* Exercise aim *
Where does the string "Первомайская" occur in the entries below? Copy every line where it does.

[Saved entries]
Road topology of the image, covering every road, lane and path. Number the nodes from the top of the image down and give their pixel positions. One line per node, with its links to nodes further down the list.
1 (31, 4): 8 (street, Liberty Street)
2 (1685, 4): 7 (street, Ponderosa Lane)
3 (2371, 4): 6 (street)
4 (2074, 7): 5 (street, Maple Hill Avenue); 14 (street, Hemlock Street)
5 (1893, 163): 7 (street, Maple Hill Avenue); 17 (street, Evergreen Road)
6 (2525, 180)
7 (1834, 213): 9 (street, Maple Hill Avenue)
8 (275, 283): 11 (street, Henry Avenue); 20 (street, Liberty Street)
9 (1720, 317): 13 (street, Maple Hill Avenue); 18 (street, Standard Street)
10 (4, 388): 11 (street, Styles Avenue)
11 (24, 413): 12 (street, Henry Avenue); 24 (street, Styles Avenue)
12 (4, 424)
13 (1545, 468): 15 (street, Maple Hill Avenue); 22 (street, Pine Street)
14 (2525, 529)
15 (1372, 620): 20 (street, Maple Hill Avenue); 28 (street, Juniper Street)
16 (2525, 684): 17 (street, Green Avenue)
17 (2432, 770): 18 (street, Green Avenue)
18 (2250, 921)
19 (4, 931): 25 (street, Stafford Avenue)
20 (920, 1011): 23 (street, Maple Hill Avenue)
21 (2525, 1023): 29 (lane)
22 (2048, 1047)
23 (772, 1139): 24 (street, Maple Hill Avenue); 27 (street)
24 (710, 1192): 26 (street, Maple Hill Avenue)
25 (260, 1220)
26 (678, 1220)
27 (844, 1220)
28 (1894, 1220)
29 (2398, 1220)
...
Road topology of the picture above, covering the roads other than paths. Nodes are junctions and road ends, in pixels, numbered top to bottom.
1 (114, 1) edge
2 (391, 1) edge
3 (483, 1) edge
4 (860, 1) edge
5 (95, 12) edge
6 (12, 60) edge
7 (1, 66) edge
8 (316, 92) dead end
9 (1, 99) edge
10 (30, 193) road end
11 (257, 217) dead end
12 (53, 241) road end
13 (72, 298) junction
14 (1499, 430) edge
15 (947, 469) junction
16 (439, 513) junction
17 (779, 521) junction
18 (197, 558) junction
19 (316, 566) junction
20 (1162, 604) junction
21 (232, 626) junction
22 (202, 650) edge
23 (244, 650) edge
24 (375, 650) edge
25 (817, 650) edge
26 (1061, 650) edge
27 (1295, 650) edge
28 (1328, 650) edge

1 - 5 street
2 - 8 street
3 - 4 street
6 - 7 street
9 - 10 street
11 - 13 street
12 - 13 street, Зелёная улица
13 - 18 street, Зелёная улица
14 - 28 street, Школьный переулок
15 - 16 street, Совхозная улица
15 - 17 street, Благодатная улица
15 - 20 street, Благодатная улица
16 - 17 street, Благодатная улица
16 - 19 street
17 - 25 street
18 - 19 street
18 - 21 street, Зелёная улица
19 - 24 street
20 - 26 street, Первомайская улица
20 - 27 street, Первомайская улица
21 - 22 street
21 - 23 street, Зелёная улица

* Reply *
20 - 26 street, Первомайская улица
20 - 27 street, Первомайская улица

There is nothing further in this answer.